▸ PROBLEM STATEMENT
Repeat each entry verbatim.

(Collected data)
-- Opening Marker --

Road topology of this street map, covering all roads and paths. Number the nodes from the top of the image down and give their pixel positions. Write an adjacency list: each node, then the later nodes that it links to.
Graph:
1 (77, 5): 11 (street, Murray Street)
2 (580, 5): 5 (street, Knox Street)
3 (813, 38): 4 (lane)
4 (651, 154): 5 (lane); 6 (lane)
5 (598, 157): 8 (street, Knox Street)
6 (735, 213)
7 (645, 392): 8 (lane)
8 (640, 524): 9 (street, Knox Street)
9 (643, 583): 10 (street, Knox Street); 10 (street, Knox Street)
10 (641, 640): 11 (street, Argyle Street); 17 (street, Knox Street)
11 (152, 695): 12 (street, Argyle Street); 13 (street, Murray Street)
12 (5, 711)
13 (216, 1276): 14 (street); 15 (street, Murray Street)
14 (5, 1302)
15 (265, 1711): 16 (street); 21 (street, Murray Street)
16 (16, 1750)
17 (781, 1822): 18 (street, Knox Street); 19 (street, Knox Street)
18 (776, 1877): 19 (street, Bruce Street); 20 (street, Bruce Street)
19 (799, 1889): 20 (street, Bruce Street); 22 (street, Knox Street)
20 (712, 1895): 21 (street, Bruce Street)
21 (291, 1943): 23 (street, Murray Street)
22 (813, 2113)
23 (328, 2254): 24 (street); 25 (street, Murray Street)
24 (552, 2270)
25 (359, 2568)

-- Closing Marker --

▸ RESPONSE TO THE EXERCISE
Road topology of this street map, covering all roads and paths. Number the nodes from the top of the image down and give their pixel positions. Write an adjacency list: each node, then the later nodes that it links to.
Graph:
1 (77, 5): 11 (street, Murray Street)
2 (580, 5): 5 (street, Knox Street)
3 (813, 38): 4 (lane)
4 (651, 154): 5 (lane); 6 (lane)
5 (598, 157): 8 (street, Knox Street)
6 (735, 213)
7 (645, 392): 8 (lane)
8 (640, 524): 9 (street, Knox Street)
9 (643, 583): 10 (street, Knox Street); 10 (street, Knox Street)
10 (641, 640): 11 (street, Argyle Street); 17 (street, Knox Street)
11 (152, 695): 12 (street, Argyle Street); 13 (street, Murray Street)
12 (5, 711)
13 (216, 1276): 14 (street); 15 (street, Murray Street)
14 (5, 1302)
15 (265, 1711): 16 (street); 21 (street, Murray Street)
16 (16, 1750)
17 (781, 1822): 18 (street, Knox Street); 19 (street, Knox Street)
18 (776, 1877): 19 (street, Bruce Street); 20 (street, Bruce Street)
19 (799, 1889): 20 (street, Bruce Street); 22 (street, Knox Street)
20 (712, 1895): 21 (street, Bruce Street)
21 (291, 1943): 23 (street, Murray Street)
22 (813, 2113)
23 (328, 2254): 24 (street); 25 (street, Murray Street)
24 (552, 2270)
25 (359, 2568)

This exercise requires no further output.